→ WHAT IS NEEDED
Below are records to write out exactly; drop the pictures when you do.

→ DATA EXTRACTS
■ ■ ■ ■

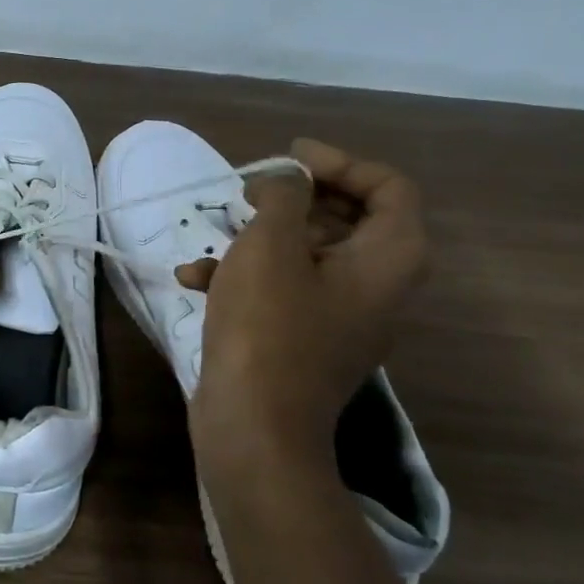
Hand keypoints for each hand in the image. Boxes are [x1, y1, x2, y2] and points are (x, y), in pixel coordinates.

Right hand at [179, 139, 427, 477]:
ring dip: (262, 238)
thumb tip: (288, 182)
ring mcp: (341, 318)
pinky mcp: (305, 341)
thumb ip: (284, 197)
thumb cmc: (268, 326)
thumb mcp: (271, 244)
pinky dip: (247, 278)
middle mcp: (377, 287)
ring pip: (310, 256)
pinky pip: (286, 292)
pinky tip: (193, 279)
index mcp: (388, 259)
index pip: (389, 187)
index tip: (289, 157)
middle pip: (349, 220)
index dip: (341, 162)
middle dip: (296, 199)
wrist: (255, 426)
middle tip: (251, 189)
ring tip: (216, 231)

■ ■ ■ ■

→ OUTPUT FOR THIS EXERCISE
Hand keypoints for each hand in the image. Boxes are [x1, y1, x2, y2] and points are (x, y), in pixel coordinates.

Right hand at [179, 139, 427, 477]:
ring dip: (262, 238)
thumb tip: (288, 182)
ring mcp: (341, 318)
pinky mcp: (305, 341)
thumb ip: (284, 197)
thumb cmc: (268, 326)
thumb mcp: (271, 244)
pinky dip: (247, 278)
middle mcp: (377, 287)
ring pip: (310, 256)
pinky pip: (286, 292)
pinky tip: (193, 279)
index mcp: (388, 259)
index pip: (389, 187)
index tip: (289, 157)
middle pip: (349, 220)
index dip: (341, 162)
middle dip: (296, 199)
wrist: (255, 426)
middle tip: (251, 189)
ring tip: (216, 231)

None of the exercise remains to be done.